Резеш бросил на него острый взгляд.
— Почему же вы тут?
— Почему? Да потому, дружище, что в наше время на многое приходится закрывать глаза, — пробормотал он. — Вы спрашиваете, почему я такими делами занимаюсь, да? В наше дерьмовое время это тактика. Просто тактика. Даже вас вот учу, как и что вы должны делать. Вынужден… Иначе меня считали бы врагом народа. Они уже ко мне цеплялись — ведь у меня два поденщика были. А потом перестали. Теперь главное — удержаться на поверхности. Вот я и малюю на воротах: «Внимание! Тут живет кулак, враг деревни». Да, пишу это! — Он снова хихикнул. — Приучили нас ползать на брюхе, но думает-то каждый что и как хочет. Слава богу, Резеш, в мозги наши еще никто не заглядывал! Если же и до этого дойдет, тогда конец! Полная катастрофа. В наше время людей по словам оценивают да по тому, кто какую руку имеет.
— По словам? Значит, только по словам? — недоумевал Резеш.
— Дружище! Разве что-то изменится, если я напишу на воротах известкой: «Внимание! Здесь живет кулак!» Разве село в самом деле станет смотреть на того, кому я размалевал ворота, как на своего врага? Ни черта! Скорее наоборот, дружище. У меня на этот счет большой опыт.
— Так почему же вы тут? — повторил свой вопрос Резеш.
— Надо же было кого-то послать. Мобилизовать кого-нибудь из руководства коммунального предприятия в агитационную колонну. Вот мне и выпало.

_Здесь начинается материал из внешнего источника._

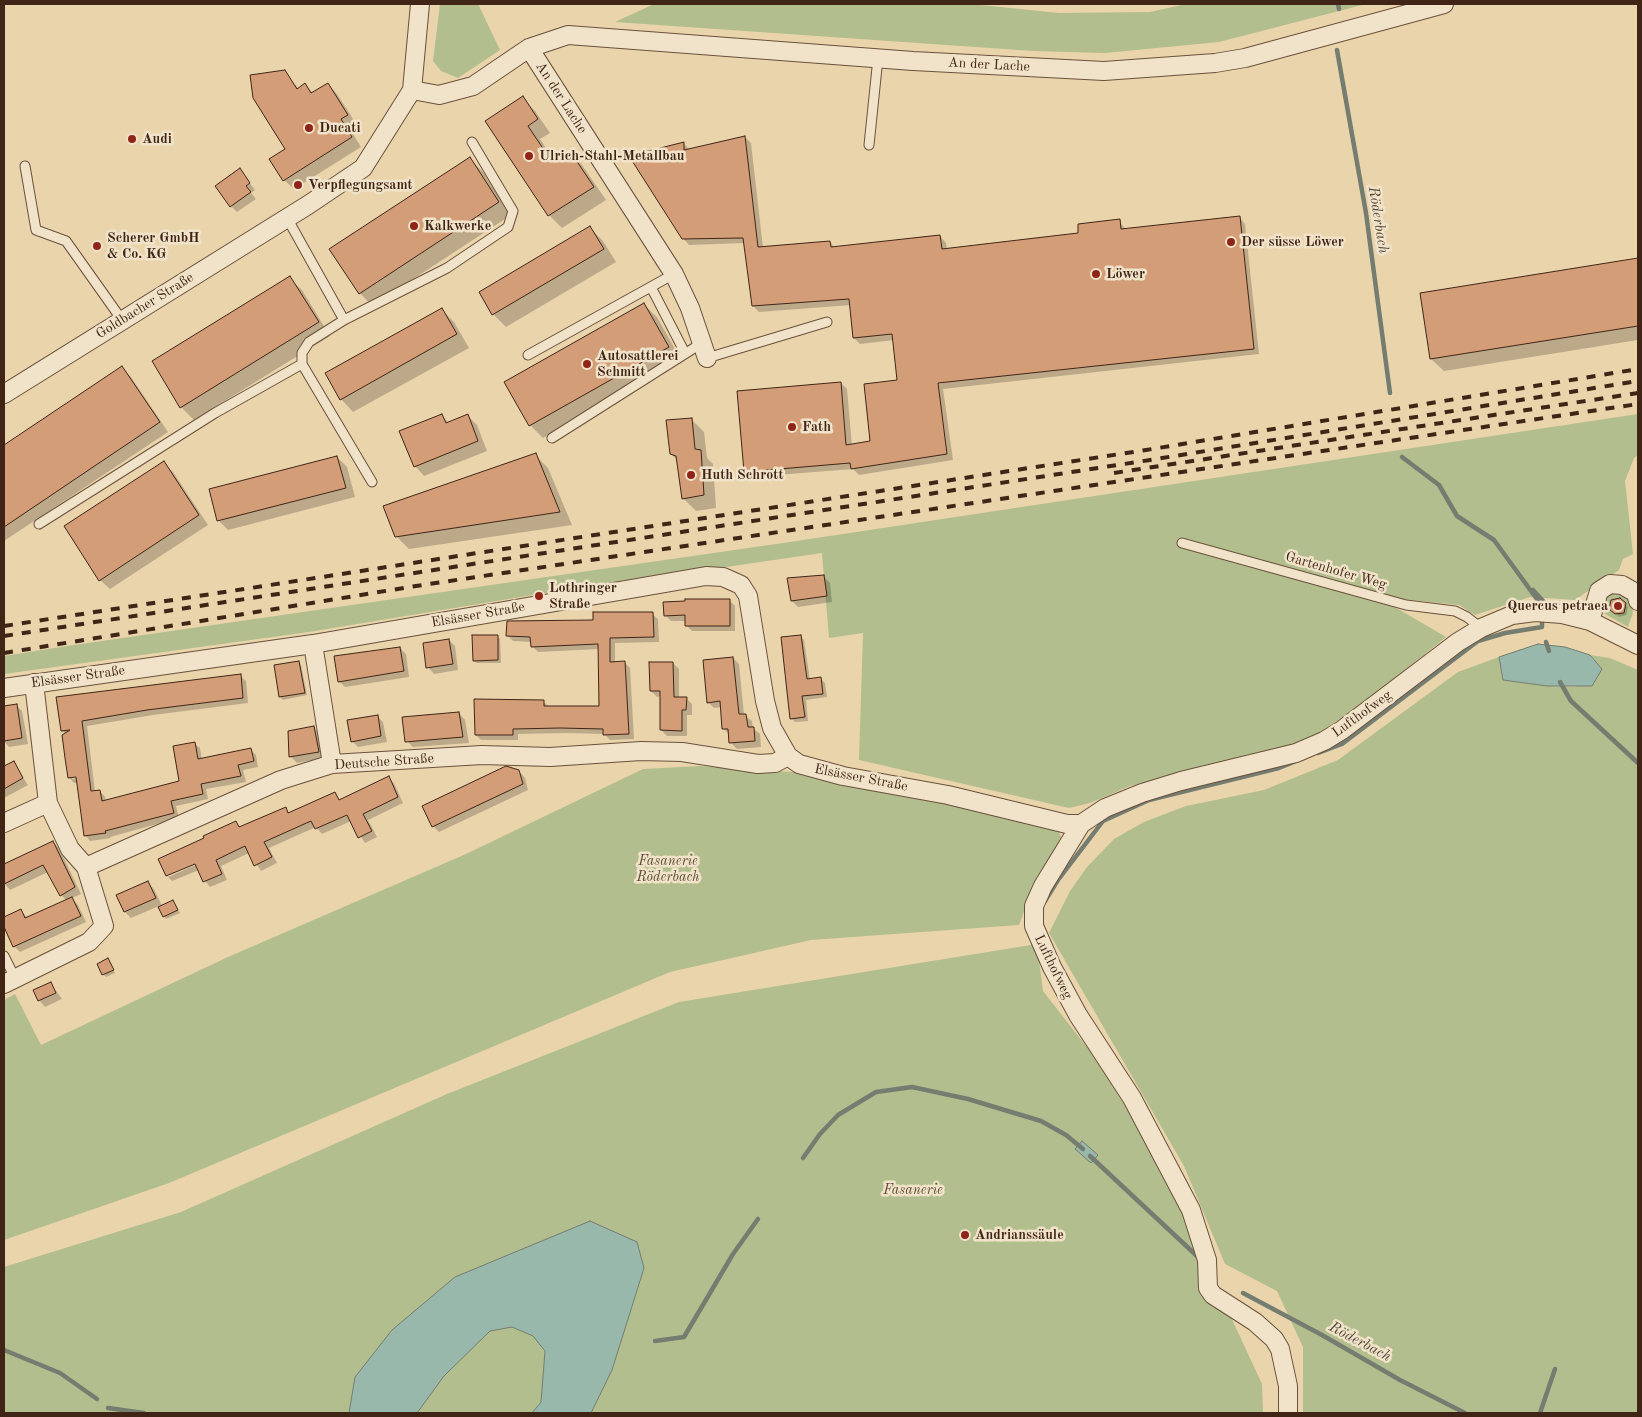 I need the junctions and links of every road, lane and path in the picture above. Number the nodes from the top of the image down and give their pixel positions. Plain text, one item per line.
1 (420, 4) edge
2 (1444, 4) edge
3 (529, 48) junction
4 (878, 58) junction
5 (412, 90) junction
6 (472, 142) dead end
7 (868, 145) dead end
8 (25, 166) dead end
9 (287, 218) junction
10 (674, 274) junction
11 (651, 287) junction
12 (122, 320) junction
13 (344, 320) junction
14 (827, 322) dead end
15 (704, 350) junction
16 (685, 353) junction
17 (528, 355) dead end
18 (302, 364) junction
19 (4, 394) edge
20 (552, 438) dead end
21 (372, 482) dead end
22 (39, 524) dead end
23 (1182, 543) dead end
24 (1638, 601) edge
25 (1590, 621) junction
26 (1481, 628) junction
27 (314, 644) junction
28 (1638, 645) edge
29 (34, 683) junction
30 (4, 688) edge
31 (788, 756) junction
32 (332, 764) junction
33 (48, 803) junction
34 (4, 823) edge
35 (1081, 824) junction
36 (86, 867) junction
37 (4, 956) edge
38 (10, 981) edge
39 (1288, 1413) edge

1 - 5 street, Goldbacher Straße
2 - 4 street, An der Lache
3 - 4 street, An der Lache
3 - 5 street, An der Lache
3 - 10 street, An der Lache
4 - 7 lane
5 - 9 street, Goldbacher Straße
6 - 13 lane
8 - 12 lane
9 - 12 street, Goldbacher Straße
9 - 13 lane
10 - 11 lane
10 - 15 street, An der Lache
11 - 16 lane
11 - 17 lane
12 - 19 street, Goldbacher Straße
13 - 18 lane
14 - 15 lane
15 - 16 lane
16 - 20 lane
18 - 21 lane
18 - 22 lane
23 - 26 lane, Gartenhofer Weg
24 - 25 street
25 - 26 street, Lufthofweg
25 - 28 street, Lufthofweg
26 - 35 street, Lufthofweg
27 - 29 street, Elsässer Straße
27 - 31 street, Elsässer Straße
27 - 32 street
29 - 30 street, Elsässer Straße
29 - 33 street
31 - 32 street, Deutsche Straße
31 - 35 street, Elsässer Straße
32 - 36 street, Deutsche Straße
33 - 34 street
33 - 36 street
35 - 39 street, Lufthofweg
36 - 38 street
37 - 38 lane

Резеш сидел неподвижный, оцепенелый. Так вот, оказывается, какие есть сволочи. Им это выгодно — делать одно, а думать другое… А теперь, Рыжий, ты хочешь облегчить свою совесть, да? Э-э, нет, Рыжий, если ты хрястнешь меня дубинкой, да так, что мозги мои во все стороны брызнут, ни земля мне пухом не станет, ни у червей, что будут жрать меня, аппетит не уменьшится оттого, что в мыслях у тебя было совсем другое, когда брал дубинку в руки. Господи боже мой! Эта грязная рожа, этот мерзавец Рыжий, эта сволочь «Иозеф Кучеравец. Уголь, кокс, брикеты» думает, что осчастливил меня своим признанием, да еще тем самым купил себе отпущение грехов.

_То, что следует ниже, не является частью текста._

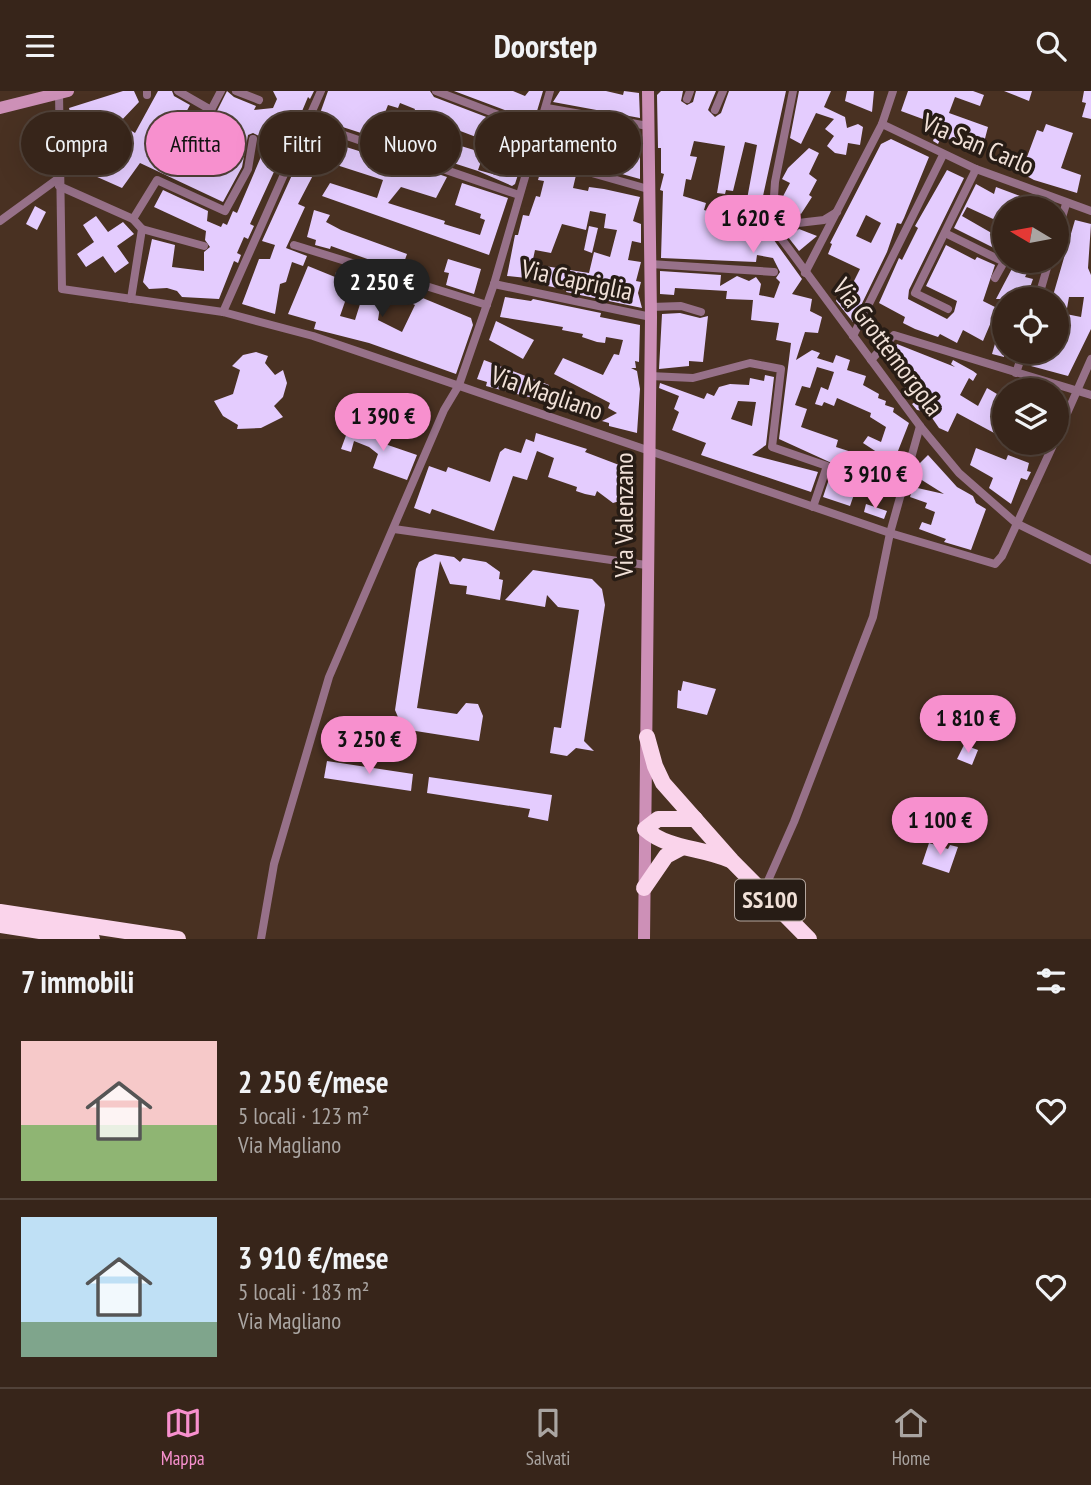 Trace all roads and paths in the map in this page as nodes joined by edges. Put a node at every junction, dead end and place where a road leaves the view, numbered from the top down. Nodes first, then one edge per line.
1 (178, 91) edge
2 (221, 91) edge
3 (236, 91) edge
4 (321, 91) edge
5 (436, 91) edge
6 (550, 91) edge
7 (648, 91) edge
8 (723, 91) edge
9 (793, 91) edge
10 (893, 91) edge
11 (64, 92) edge
12 (259, 100) dead end
13 (1, 104) edge
14 (547, 108) junction
15 (211, 110) joint
16 (715, 110) dead end
17 (314, 112) edge
18 (491, 112) edge
19 (546, 112) edge
20 (882, 124) junction
21 (648, 126) junction
22 (346, 135) edge
23 (253, 139) dead end
24 (943, 155) junction
25 (976, 169) junction
26 (286, 175) edge
27 (525, 175) edge
28 (600, 175) edge
29 (59, 182) junction
30 (648, 188) junction
31 (519, 195) junction
32 (1045, 196) edge
33 (1069, 205) edge
34 (1091, 211) edge
35 (838, 212) junction
36 (133, 219) junction
37 (0, 221) edge
38 (772, 226) junction
39 (142, 229) junction
40 (945, 233) junction
41 (294, 245) dead end
42 (204, 246) dead end
43 (650, 264) junction
44 (774, 272) dead end
45 (805, 273) junction
46 (995, 278) dead end
47 (494, 284) junction
48 (131, 299) junction
49 (486, 305) junction
50 (948, 309) dead end
51 (223, 312) junction
52 (651, 312) junction
53 (701, 312) dead end
54 (853, 336) junction
55 (1091, 359) edge
56 (871, 360) junction
57 (1019, 364) edge
58 (1016, 373) junction
59 (650, 376) junction
60 (459, 385) junction
61 (1078, 391) junction
62 (1091, 395) edge
63 (1069, 410) edge
64 (920, 426) junction
65 (647, 450) junction
66 (1048, 455) edge
67 (813, 507) junction
68 (1016, 523) junction
69 (394, 529) junction
70 (890, 533) junction
71 (1091, 560) edge
72 (646, 565) junction
73 (647, 737) junction
74 (695, 819) junction
75 (645, 829) junction
76 (681, 848) junction
77 (732, 861) junction
78 (645, 888) junction
79 (763, 892) junction
80 (0, 912) edge
81 (0, 925) edge
82 (92, 939) edge
83 (178, 939) edge
84 (261, 939) edge
85 (644, 939) edge
86 (809, 939) edge

1 - 15 street
2 - 15 street
3 - 12 street
4 - 17 street
5 - 18 street
6 - 14 street
7 - 21 street, Via Valenzano
8 - 16 street
9 - 38 street
10 - 20 street, Via San Carlo
11 - 13 street
11 - 29 street
14 - 19 street
14 - 21 street
20 - 24 street, Via San Carlo
20 - 35 street
21 - 30 street, Via Valenzano
22 - 31 street
23 - 36 street
24 - 25 street, Via San Carlo
24 - 54 street
25 - 32 street, Via San Carlo
25 - 40 street
26 - 51 street
27 - 31 street
28 - 30 street
29 - 36 street
29 - 37 street
29 - 48 street, Via Magliano
30 - 43 street, Via Valenzano
31 - 47 street
33 - 34 street, Via San Carlo
35 - 38 street
35 - 45 street
36 - 39 street
38 - 45 street, Via Grottemorgola
39 - 42 street
39 - 48 street
40 - 46 street
40 - 50 street
41 - 49 street
43 - 44 street
43 - 52 street, Via Valenzano
45 - 54 street, Via Grottemorgola
47 - 49 street
47 - 52 street, Via Capriglia
48 - 51 street, Via Magliano
49 - 60 street
51 - 60 street, Via Magliano
52 - 53 street, Via Capriglia
52 - 59 street, Via Valenzano
54 - 56 street, Via Grottemorgola
55 - 61 street
56 - 58 street
56 - 64 street, Via Grottemorgola
57 - 58 street
58 - 61 street
59 - 65 street, Via Valenzano
59 - 67 street
60 - 65 street, Via Magliano
60 - 69 street
61 - 62 street
61 - 63 street
64 - 68 street, Via Grottemorgola
64 - 70 street
65 - 67 street, Via Magliano
65 - 72 street, Via Valenzano
66 - 68 street
67 - 70 street, Via Magliano
68 - 70 street, Via Magliano
68 - 71 street, Via Grottemorgola
69 - 72 street
69 - 84 street
70 - 79 street
72 - 73 street, Via Valenzano
73 - 74 highway, SS100
73 - 75 street, Via Valenzano
74 - 75 highway
74 - 77 highway, SS100
75 - 76 highway, SS100
75 - 78 street, Via Valenzano
76 - 77 highway, SS100
76 - 78 highway
77 - 79 highway, SS100
78 - 85 street, Via Valenzano
79 - 86 highway, SS100
80 - 83 highway
81 - 82 highway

— Дружище, а что бы вы делали на моем месте?.. Да пошли они ко всем чертям! Понимаю. Понимаю. Мерзость это, да? Но ничего не попишешь. Ох и налакаюсь же я, когда мы выкатимся отсюда. — Он ухмыльнулся и доверительно положил Резешу на плечо руку.

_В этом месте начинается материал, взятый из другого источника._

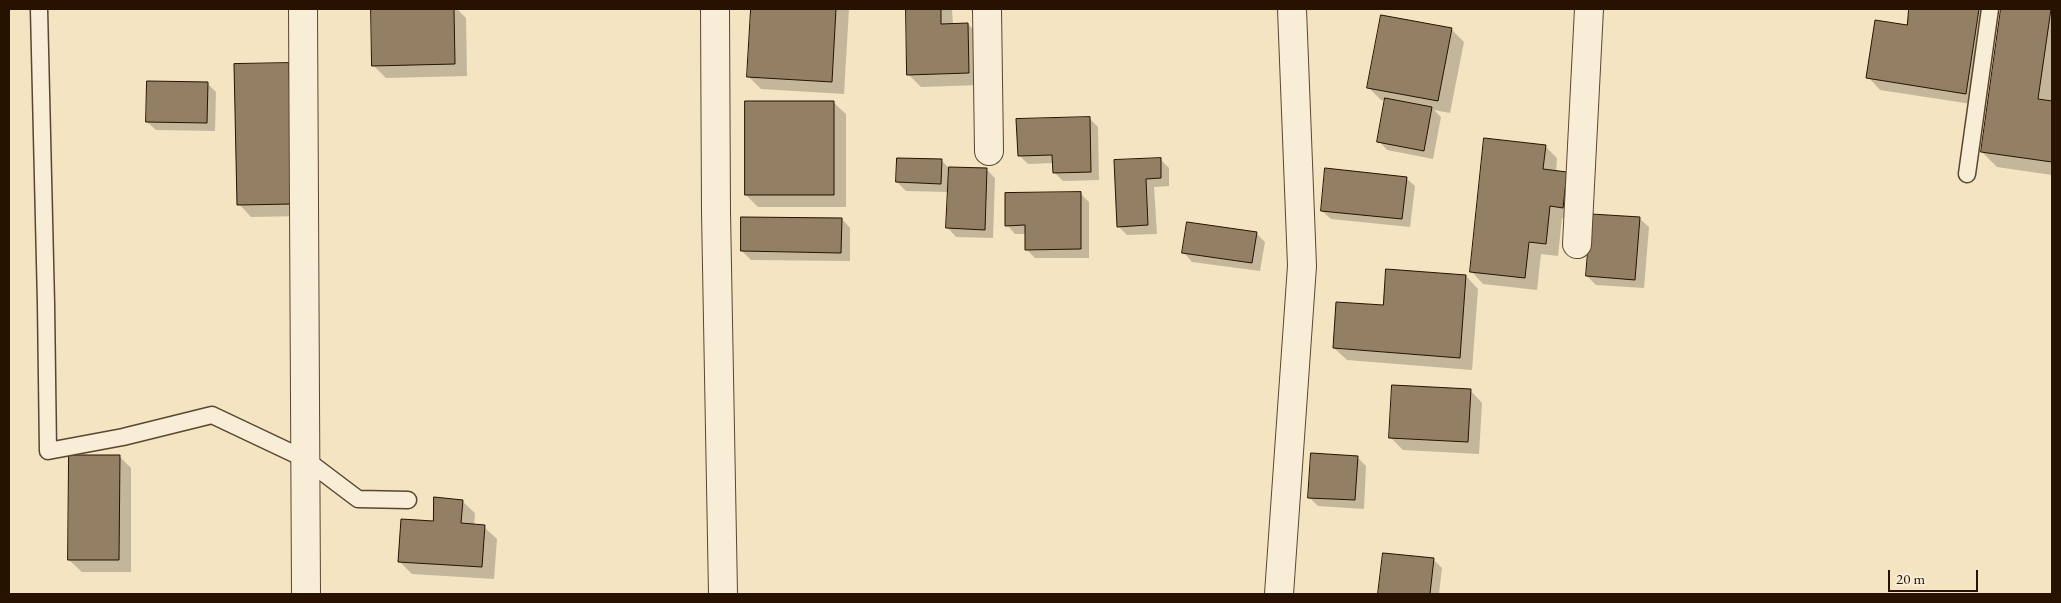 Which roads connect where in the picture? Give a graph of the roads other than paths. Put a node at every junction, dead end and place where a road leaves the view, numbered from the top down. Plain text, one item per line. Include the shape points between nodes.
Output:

Резеш вздрогнул. В нос ему ударил запах давно не мытого тела.
— Что и говорить, все уже сыты этим по горло. Три месяца живем, как цыгане. Не знаем покоя ни днем, ни ночью… Да… что я хотел вам сказать?.. — Рыжий понизил голос и огляделся. — В этой Чичаве, пан Резеш, далеко не все так уж ладно. А бригада из Вышнего Грабовца уже вернулась в город, и ее никуда больше не посылают. Счастливчики уже дома. Наша бригада тоже давным-давно должна была уехать, многих агитаторов отозвали. У вас ведь начали сеять. Вот я и хотел сказать… Держитесь. — Он покраснел, встретив пристальный взгляд Резеша. — Вы же крестьянин, вам можно. А я-то как-никак эксплуататором был. Враг народа, — хихикнул он.